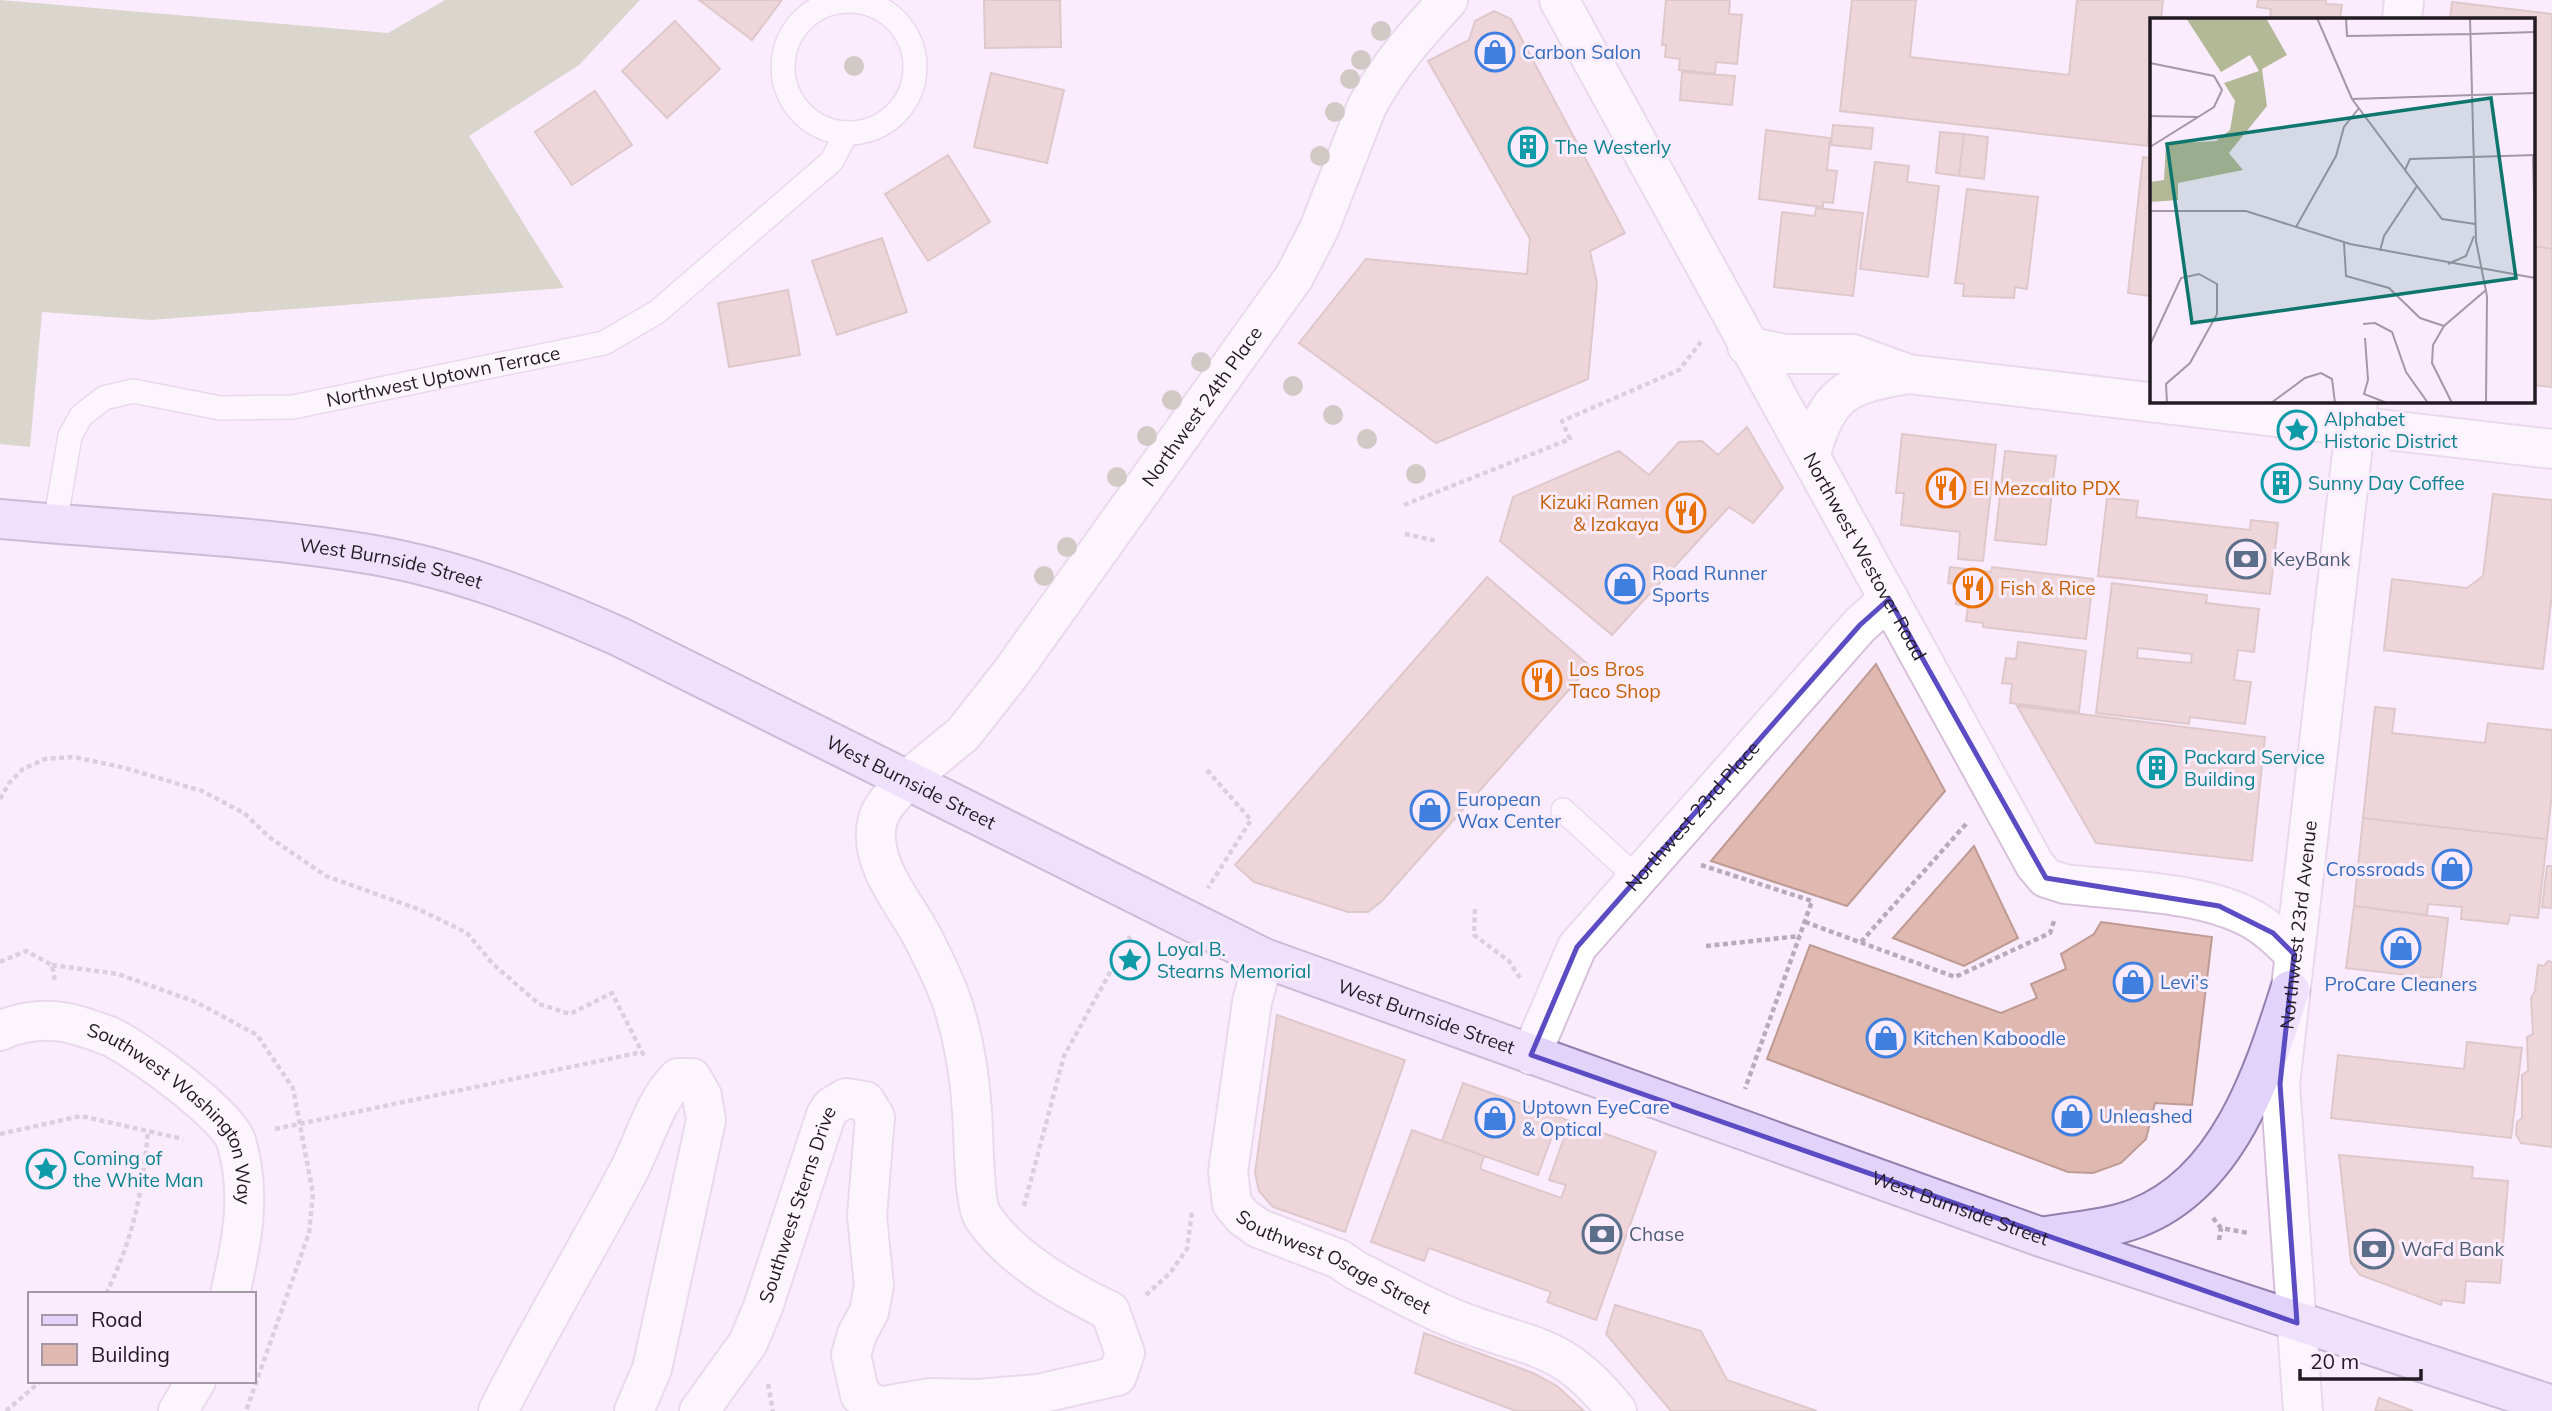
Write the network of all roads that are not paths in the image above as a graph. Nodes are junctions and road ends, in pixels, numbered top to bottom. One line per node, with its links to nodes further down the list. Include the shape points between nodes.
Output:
1 (1448, 0): 16 (street, Northwest 24th Place, via 1396,57 1379,84 1307,255 1229,371 971,724)
2 (1559, 0): 6 (street, Northwest Westover Road)
3 (2404, 0): 4 (street)
4 (2402, 18)
5 (846, 133): 5 (lane, via 878,127 898,110 912,88 915,63 908,38 893,17 870,4 845,1 820,8 799,23 785,52 783,71 789,96 805,116 828,130); 14 (lane, Northwest Uptown Terrace, via 832,161 657,312 604,343 293,407 220,408 140,391 104,398 81,416 70,436)
6 (1747, 346): 7 (street, via 1786,354 1853,354); 12 (street, Northwest Westover Road)
7 (1908, 374): 8 (street); 12 (street, via 1862,382 1832,402)
8 (2150, 396)
9 (2222, 402): 10 (street)
10 (2356, 414): 11 (street); 20 (street, Northwest 23rd Avenue)
11 (2552, 449)
12 (1810, 456): 15 (street, Northwest Westover Road)
13 (0, 519): 14 (main road, West Burnside Street)
14 (55, 524): 16 (main road, West Burnside Street, via 311,546 376,555 476,581 538,601 620,637)
15 (1889, 599): 18 (street, Northwest 23rd Place, via 1860,625); 20 (street, Northwest Westover Road, via 2046,878 2219,906 2273,933)
16 (907, 780): 19 (main road, West Burnside Street); 31 (street, Southwest Sterns Drive, via 882,809 876,844 886,876 952,1003 972,1109 981,1214 1000,1239 1077,1295 1110,1311 1125,1353 1117,1376 1038,1394 930,1398 878,1407 860,1395 852,1355 874,1286 867,1216 875,1116 873,1108 856,1097 831,1107 748,1343)
17 (1563, 810): 18 (lane)
18 (1636, 877): 22 (street, Northwest 23rd Place, via 1577,947)
19 (1264, 958): 22 (main road, West Burnside Street); 32 (street, Southwest Osage Street, via 1252,1002 1228,1171 1232,1204 1258,1228 1339,1259 1461,1321 1560,1356 1590,1380)
20 (2292, 972): 23 (main road, via 2264,1067 2223,1146 2187,1188 2136,1219); 25 (street, Northwest 23rd Avenue, via 2280,1084)
21 (0, 1031): 24 (street, Southwest Washington Way, via 17,1023 62,1022 110,1037 197,1097 235,1138 245,1184 244,1223)
22 (1531, 1055): 23 (main road, West Burnside Street)
23 (2041, 1237): 25 (main road, West Burnside Street)
24 (230, 1292)
25 (2297, 1322): 27 (main road, West Burnside Street); 33 (street, Northwest 23rd Avenue)
26 (195, 1383): 28 (street)
27 (2552, 1405)
28 (178, 1411)
29 (498, 1411): 30 (street, via 642,1147 663,1093 678,1078 692,1078 702,1096 706,1120 652,1369)
30 (634, 1411)
31 (699, 1411)
32 (1617, 1411)
33 (2303, 1411)

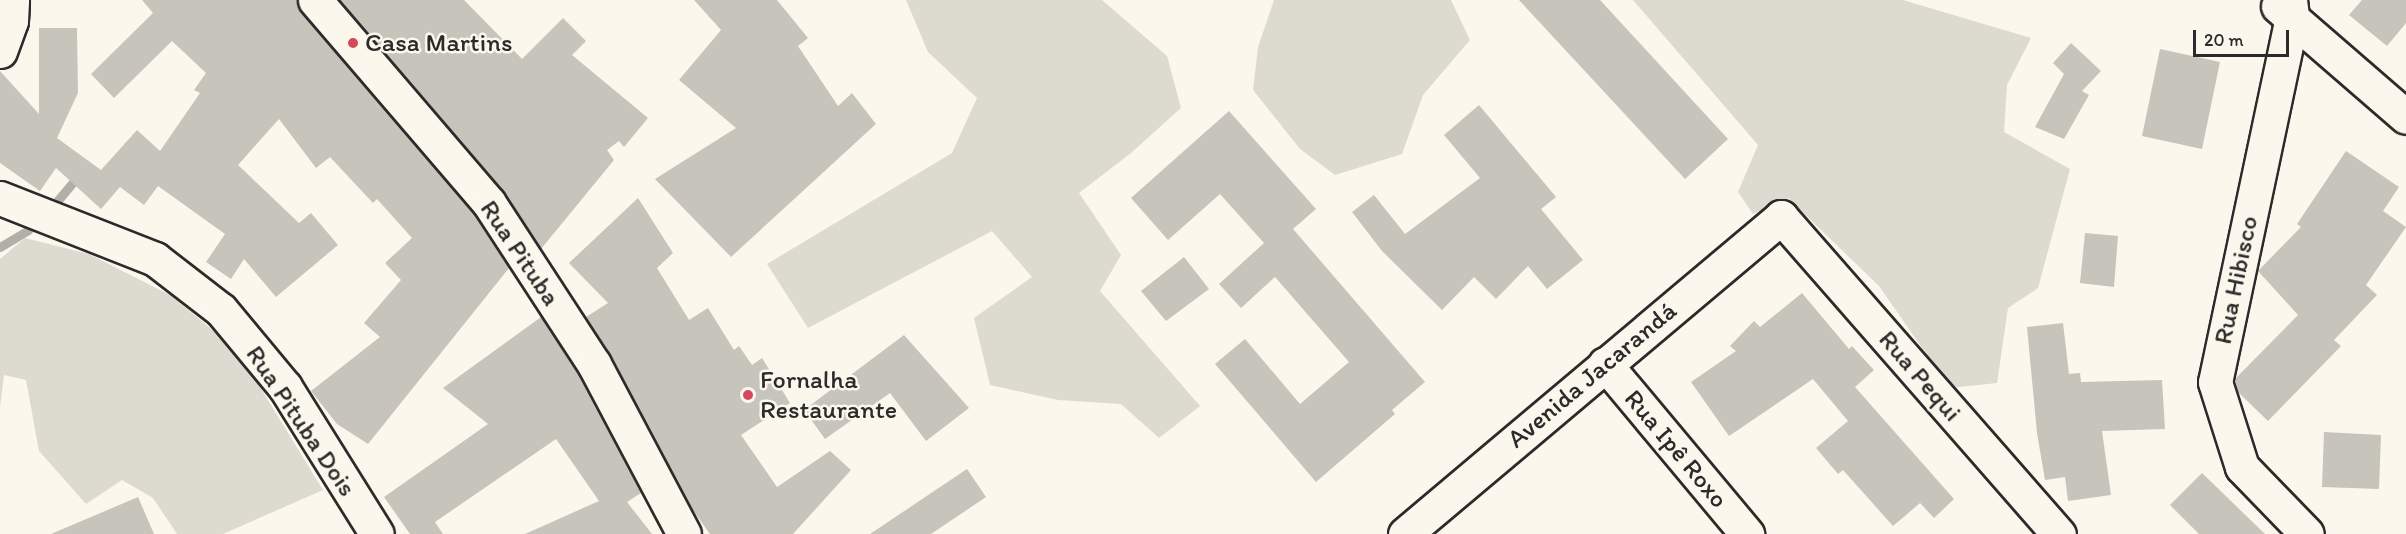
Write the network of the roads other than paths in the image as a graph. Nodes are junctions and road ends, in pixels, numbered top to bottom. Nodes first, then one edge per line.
1 (12, 0) edge
2 (315, 0) edge
3 (2284, 6) edge
4 (0, 51) edge
5 (2406, 117) edge
6 (0, 198) edge
7 (1781, 217) joint
8 (1605, 364) junction
9 (1422, 529) edge
10 (377, 534) edge
11 (684, 534) edge
12 (1747, 534) edge
13 (2059, 534) edge
14 (2307, 534) edge

1 - 4 street
2 - 11 street, Rua Pituba
3 - 5 street
3 - 14 street, Rua Hibisco
6 - 10 street, Rua Pituba Dois
7 - 8 street, Avenida Jacarandá
7 - 13 street, Rua Pequi
8 - 9 street, Avenida Jacarandá
8 - 12 street, Rua Ipê Roxo

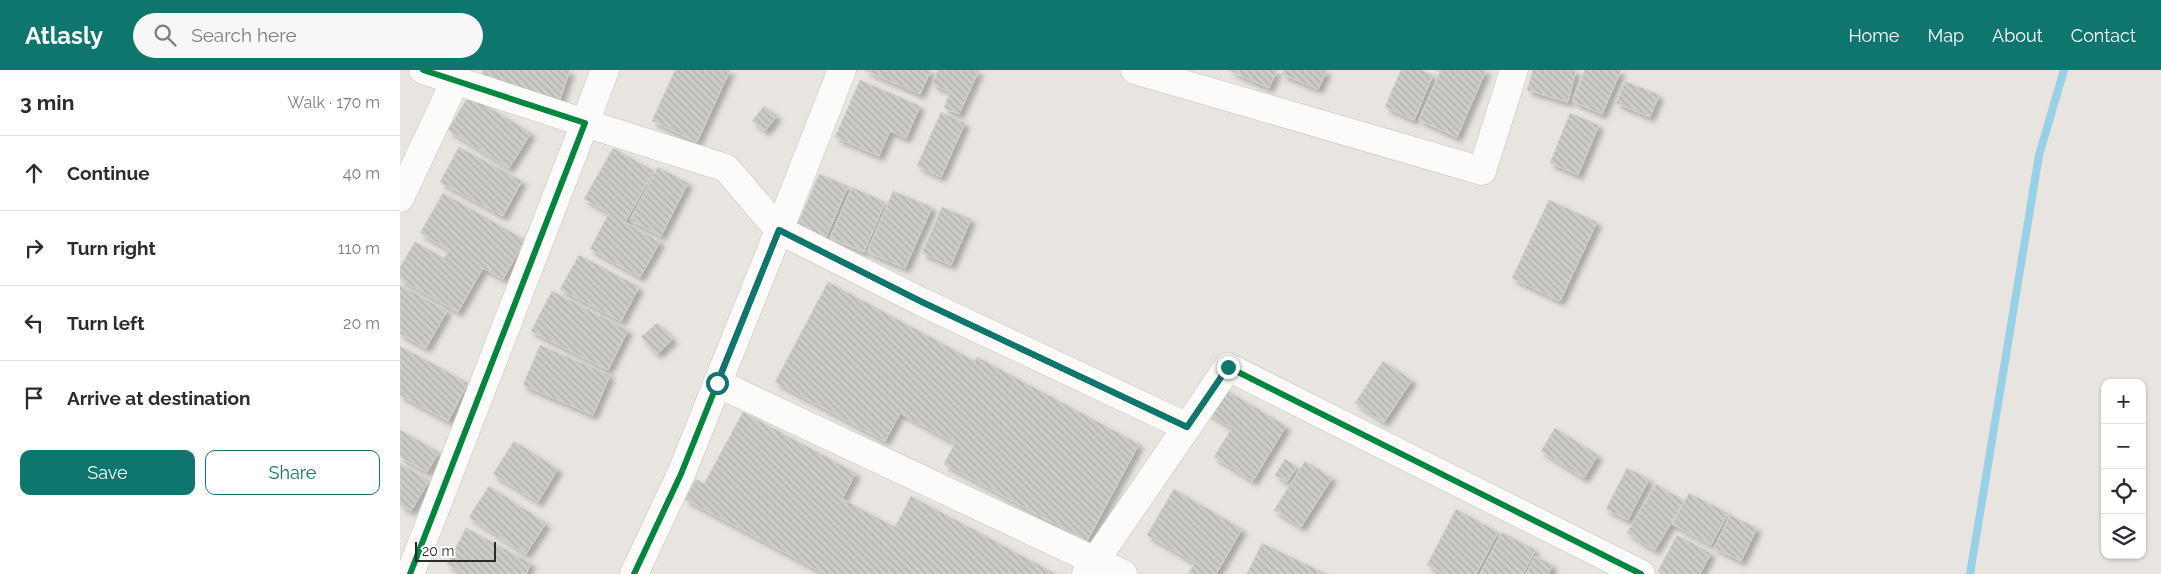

────

* [Task requirements]: Ignore the images and quote every line of the listing exactly.

* [Your response]:
Write the network of all roads that are not paths in the image above as a graph. Nodes are junctions and road ends, in pixels, numbered top to bottom. One line per node, with its links to nodes further down the list. Include the shape points between nodes.
Output:
1 (1448, 0): 16 (street, Northwest 24th Place, via 1396,57 1379,84 1307,255 1229,371 971,724)
2 (1559, 0): 6 (street, Northwest Westover Road)
3 (2404, 0): 4 (street)
4 (2402, 18)
5 (846, 133): 5 (lane, via 878,127 898,110 912,88 915,63 908,38 893,17 870,4 845,1 820,8 799,23 785,52 783,71 789,96 805,116 828,130); 14 (lane, Northwest Uptown Terrace, via 832,161 657,312 604,343 293,407 220,408 140,391 104,398 81,416 70,436)
6 (1747, 346): 7 (street, via 1786,354 1853,354); 12 (street, Northwest Westover Road)
7 (1908, 374): 8 (street); 12 (street, via 1862,382 1832,402)
8 (2150, 396)
9 (2222, 402): 10 (street)
10 (2356, 414): 11 (street); 20 (street, Northwest 23rd Avenue)
11 (2552, 449)
12 (1810, 456): 15 (street, Northwest Westover Road)
13 (0, 519): 14 (main road, West Burnside Street)
14 (55, 524): 16 (main road, West Burnside Street, via 311,546 376,555 476,581 538,601 620,637)
15 (1889, 599): 18 (street, Northwest 23rd Place, via 1860,625); 20 (street, Northwest Westover Road, via 2046,878 2219,906 2273,933)
16 (907, 780): 19 (main road, West Burnside Street); 31 (street, Southwest Sterns Drive, via 882,809 876,844 886,876 952,1003 972,1109 981,1214 1000,1239 1077,1295 1110,1311 1125,1353 1117,1376 1038,1394 930,1398 878,1407 860,1395 852,1355 874,1286 867,1216 875,1116 873,1108 856,1097 831,1107 748,1343)
17 (1563, 810): 18 (lane)
18 (1636, 877): 22 (street, Northwest 23rd Place, via 1577,947)
19 (1264, 958): 22 (main road, West Burnside Street); 32 (street, Southwest Osage Street, via 1252,1002 1228,1171 1232,1204 1258,1228 1339,1259 1461,1321 1560,1356 1590,1380)
20 (2292, 972): 23 (main road, via 2264,1067 2223,1146 2187,1188 2136,1219); 25 (street, Northwest 23rd Avenue, via 2280,1084)
21 (0, 1031): 24 (street, Southwest Washington Way, via 17,1023 62,1022 110,1037 197,1097 235,1138 245,1184 244,1223)
22 (1531, 1055): 23 (main road, West Burnside Street)
23 (2041, 1237): 25 (main road, West Burnside Street)
24 (230, 1292)
25 (2297, 1322): 27 (main road, West Burnside Street); 33 (street, Northwest 23rd Avenue)
26 (195, 1383): 28 (street)
27 (2552, 1405)
28 (178, 1411)
29 (498, 1411): 30 (street, via 642,1147 663,1093 678,1078 692,1078 702,1096 706,1120 652,1369)
30 (634, 1411)
31 (699, 1411)
32 (1617, 1411)
33 (2303, 1411)

Write the network of the roads other than paths in the image as a graph. Nodes are junctions and road ends, in pixels, numbered top to bottom. Nodes first, then one edge per line.
1 (12, 0) edge
2 (315, 0) edge
3 (2284, 6) edge
4 (0, 51) edge
5 (2406, 117) edge
6 (0, 198) edge
7 (1781, 217) joint
8 (1605, 364) junction
9 (1422, 529) edge
10 (377, 534) edge
11 (684, 534) edge
12 (1747, 534) edge
13 (2059, 534) edge
14 (2307, 534) edge

1 - 4 street
2 - 11 street, Rua Pituba
3 - 5 street
3 - 14 street, Rua Hibisco
6 - 10 street, Rua Pituba Dois
7 - 8 street, Avenida Jacarandá
7 - 13 street, Rua Pequi
8 - 9 street, Avenida Jacarandá
8 - 12 street, Rua Ipê Roxo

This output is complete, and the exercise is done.